* [TASK DETAILS]: Write out every line below that includes the word "image".

* [RECORDS SHOWN]:
——

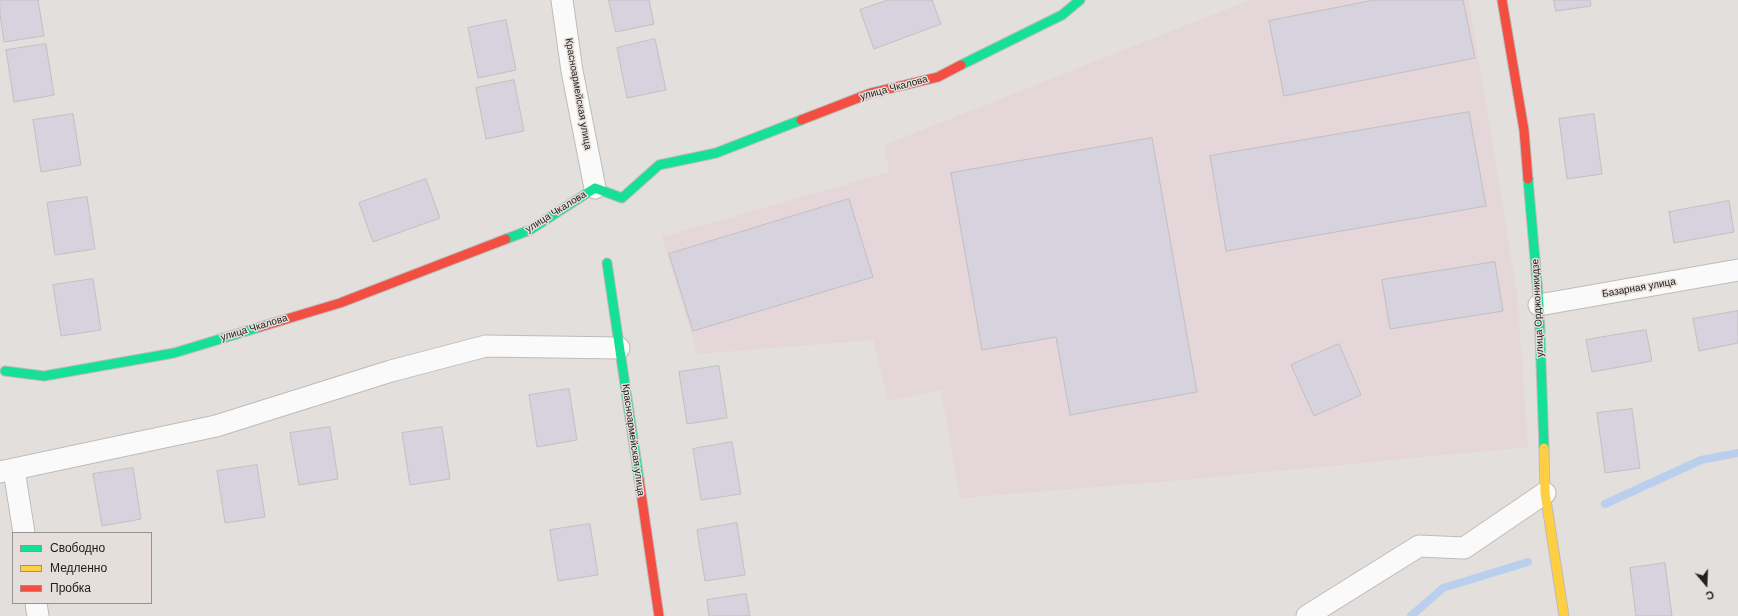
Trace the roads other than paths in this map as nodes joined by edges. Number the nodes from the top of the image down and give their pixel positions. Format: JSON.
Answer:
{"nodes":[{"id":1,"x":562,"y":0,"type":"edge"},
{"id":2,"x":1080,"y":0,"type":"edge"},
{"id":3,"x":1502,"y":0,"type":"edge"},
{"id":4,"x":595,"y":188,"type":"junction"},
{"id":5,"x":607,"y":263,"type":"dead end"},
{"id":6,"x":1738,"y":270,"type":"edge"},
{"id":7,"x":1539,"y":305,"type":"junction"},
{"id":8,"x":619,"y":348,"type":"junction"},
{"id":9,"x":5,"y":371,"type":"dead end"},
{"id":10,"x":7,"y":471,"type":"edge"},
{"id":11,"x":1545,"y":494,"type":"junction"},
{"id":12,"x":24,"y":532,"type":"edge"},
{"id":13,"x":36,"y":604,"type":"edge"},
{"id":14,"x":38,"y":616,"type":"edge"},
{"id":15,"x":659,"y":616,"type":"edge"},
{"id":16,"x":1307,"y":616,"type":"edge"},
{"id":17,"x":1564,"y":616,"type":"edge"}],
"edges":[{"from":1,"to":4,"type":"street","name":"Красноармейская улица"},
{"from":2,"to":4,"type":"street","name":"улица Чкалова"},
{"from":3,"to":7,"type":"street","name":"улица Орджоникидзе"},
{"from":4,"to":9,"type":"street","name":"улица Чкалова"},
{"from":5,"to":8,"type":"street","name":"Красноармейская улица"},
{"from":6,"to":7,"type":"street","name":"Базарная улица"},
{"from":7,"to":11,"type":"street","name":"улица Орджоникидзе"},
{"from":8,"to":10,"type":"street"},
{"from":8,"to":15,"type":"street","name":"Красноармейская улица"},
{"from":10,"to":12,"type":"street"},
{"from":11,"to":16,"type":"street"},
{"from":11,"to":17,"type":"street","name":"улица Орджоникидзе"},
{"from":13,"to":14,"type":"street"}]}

——

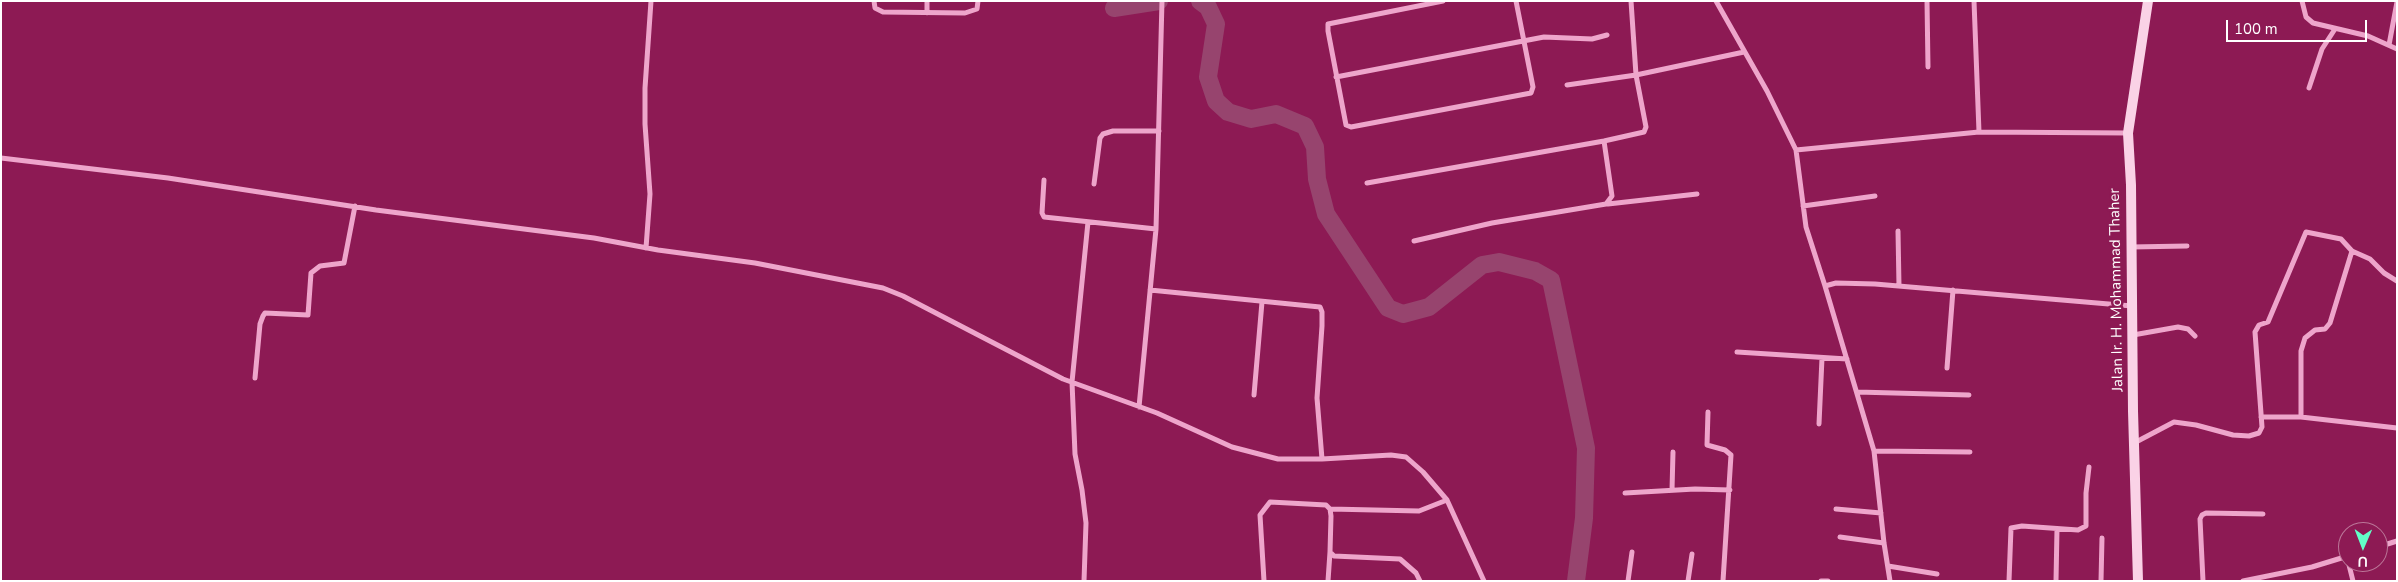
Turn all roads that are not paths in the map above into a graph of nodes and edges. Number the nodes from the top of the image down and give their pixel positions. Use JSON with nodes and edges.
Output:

——

* [SOLUTION TO THIS TASK]:
Trace the roads other than paths in this map as nodes joined by edges. Number the nodes from the top of the image down and give their pixel positions. Format: JSON.
Turn all roads that are not paths in the map above into a graph of nodes and edges. Number the nodes from the top of the image down and give their pixel positions. Use JSON with nodes and edges.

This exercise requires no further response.